Sight, sound and motion....better yet, Sisomo. That’s the big idea Kevin Roberts, CEO of
Saatchi and Saatchi, introduced to Ad-Tech attendees yesterday in an energizing
keynote address. “For marketers this is the big action point. Consumers are
beaming a blaze of sight, sound, and motion, and electric orchestra of ideas,
stories, and emotions,” Roberts said. (He also wrote about the same topic in yesterday's edition of Ad Age.) Surely all of this relates to consumer-generated media...or does it?
I've yet to actually meet Roberts (the line after his speech was too unbearably long to even attempt a superficial greeting), but it’s hard not to stumble into awestruck raves about this ad pioneer and visionary, especially from folks that work at Saatchi or some of my
former colleagues at P&G.
His energetic, media-rich keynote certainly measured up to his reputation, and I especially liked his almost uncompromising Zaltmanesque insistence that
emotion is what truly matters in advertising. “What makes stories compel, attract, and grip is emotion,” he said. We simply don’t hear enough of that
in advertising circles, especially in the context of interactive or online marketing, where so much of what
we are doing is little more than repurposed direct “count the click” marketing.

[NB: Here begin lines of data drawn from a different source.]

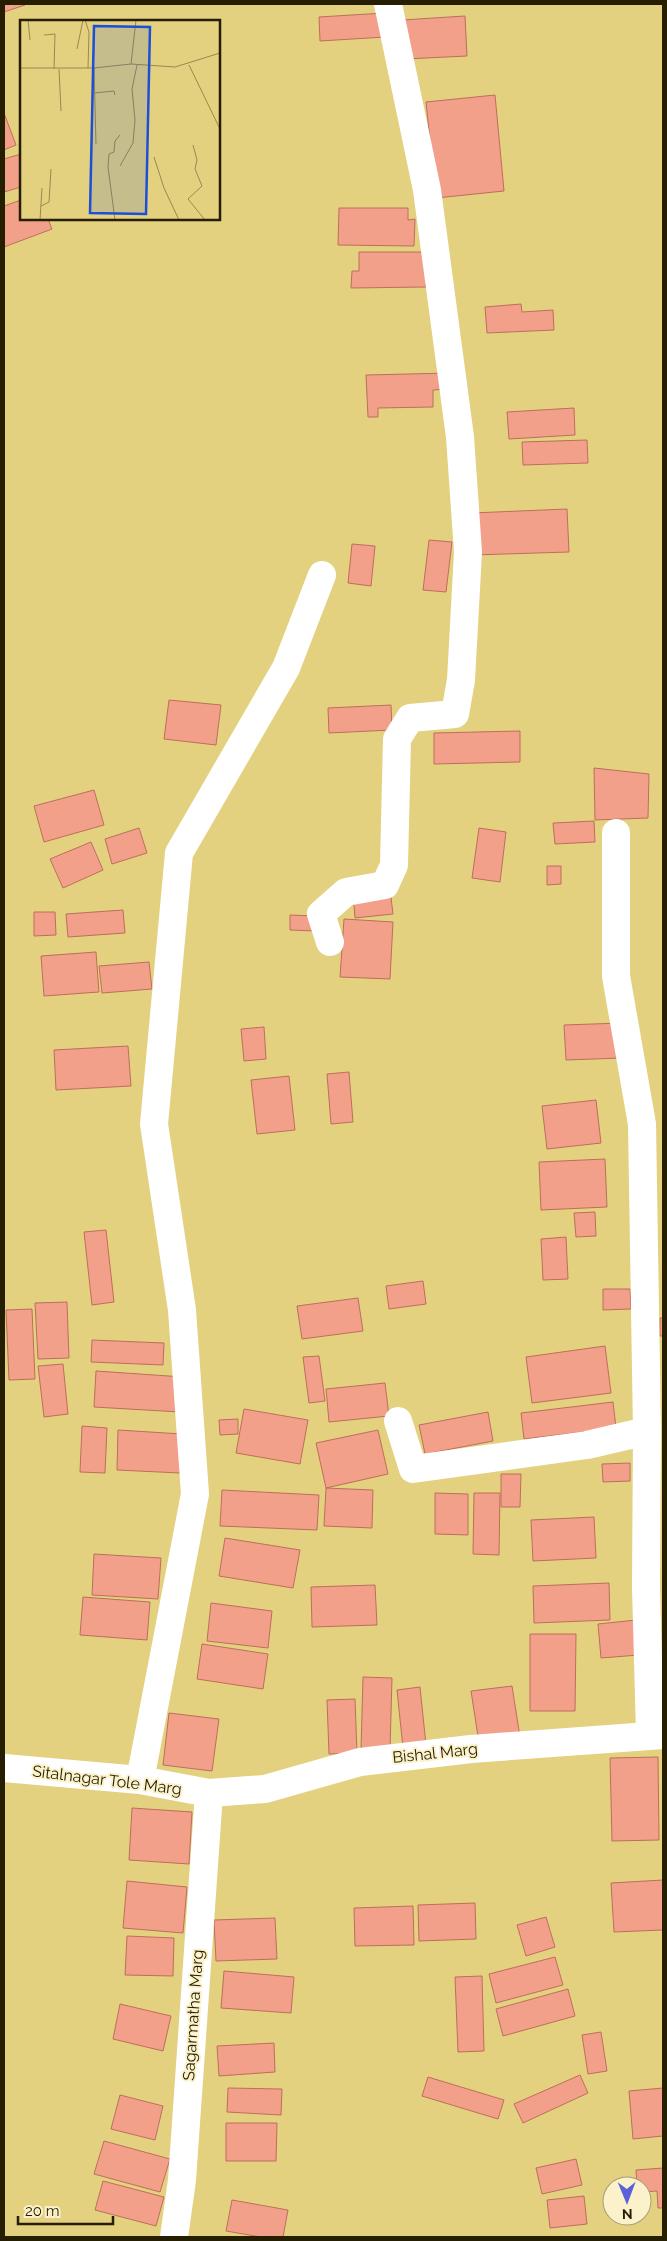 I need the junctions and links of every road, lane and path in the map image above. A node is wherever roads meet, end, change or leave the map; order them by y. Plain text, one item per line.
1 (388, 4) edge
2 (322, 575) dead end
3 (616, 833) dead end
4 (330, 942) dead end
5 (398, 1421) dead end
6 (647, 1431) junction
7 (657, 1734) edge
8 (4, 1768) edge
9 (140, 1780) junction
10 (210, 1793) junction
11 (174, 2237) edge

1 - 4 street
2 - 9 street
3 - 6 street
5 - 6 street
6 - 7 street
7 - 10 street, Bishal Marg
8 - 9 street, Sitalnagar Tole Marg
9 - 10 street, Sitalnagar Tole Marg
10 - 11 street, Sagarmatha Marg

It still felt like a world where the marketer, not the consumer, remains in the drivers seat. “The vectors
of the Attraction Economy are stories,” he tell us. But whose stories? Is
the technology of Sisomo about making marketers better “emotion” based story-tellers, or is about making marketers better, more attentive listeners and
managers of the mushrooming CGM and blog-catalyzed stories emerging front consumers themselves. What about all the consumers
out there exercising real emotion attempting to “attract” the attention of advertisers?
Roberts recently wrote a provocative book called Lovemarks (which I devoured) and there's a website by the same name that includes hundreds of genuine consumer testimonials about brands. This Lovemarks theme came up in his speech, but it felt like a non-integrated extra "add-on" to the Sisomo concept, and this, I think, was a huge missed opportunity.
The two share a deep symbiotic relationship. The strong emotion toward brands being shared on the Lovemarks sites is taking place at an unprecedented rate across the web -- in full "sight, sound, and motion" or what I dub consumer generated multi-media (CGM2) -- across millions of CGM venues, from blogs to board to forum to direct company feedback. We need to think beyond “attracting” consumer attention to catalyzing
their passion and propensity to share their own stories, messages, and
branded-advertisements. For example, Roberts shared an intensely emotional Pampers TV ad. As a new parent, my eyes got watery, but the emotion was nothing compared to the feelings I have when I post photos and videos to my own blog dedicated to our twins Liam and Leila, some of which implicate (positively or negatively) brands. And I'm not unique. There are tens of millions of emotion-rich, consumer-created "points of expression" blossoming across the web. Nearly 50% of consumers are now content-creators, and emotion is the
core driver behind why they share experiences and feeling openly with other
consumers.
Here's the rub. Most brands do a lousy job embracing consumer emotion. Feedback pipes are thin and corroded. Response loops are emotionally agnostic. "Contact Us" forms push consumers away in the name of operational "fewer consumers the better" efficiency. (Agencies rarely touch this arena.) Even categories where "emotion" and "experience" is central to the product appeal, brands marginalize the listening process. You'll be hard pressed to find a single brand anywhere that
actually accepts emotion-rich photos or video as "extra-texture" to a
written comment. Site, sound, and motion will never be a big idea if it's a one-way flow with consumers. Leaders like Kevin Roberts can change that mindset by expanding the vision and scope of what advertising is all about. If the "consumer is boss," or "in control," or "in the drivers seat" -- as all of us are so fond of saying -- what are we doing to give the boss a meaningful and sincere venue for expressing his or her feelings. It's as much about Cisisomo (Consumer-Inspired Sight Sound and Motion) as Misisomo or Sisomo!

This is all so frustrating for me. These big-wigs talk and talk and talk about this stuff and here I am making it. When are they going to stop tooting their horns and get with it? (all right, i'm done tooting my horn now.)
Posted by: owen mack | November 09, 2005 at 02:58 PM
Wow, are you ever on target! But I'd go a step further -- consumer is a 20th Century word for a 20th Century anachronism called ADVERTISING! Usisomoco putting the U (YOU) in the front and co for content and commuinity as the means vs Roberts' mainstream media outlets. In the next decades screens will be ubiquitous--every surface is a potential screen. Blogs, moblogs, video blogs, MUVES (multi-user, virtual environments) and even Holodecks, holograms, androids and avatars ARE NOT THE CONSUMMATE USISIMO -- humans are. Never underestimate the power of human touch. Go ahead stand in Times Square and see what is the most compelling sight, sound and motion--chances are it's the couple kissing next to. Or you kissing your special someone. Just as it was at the end of World War II.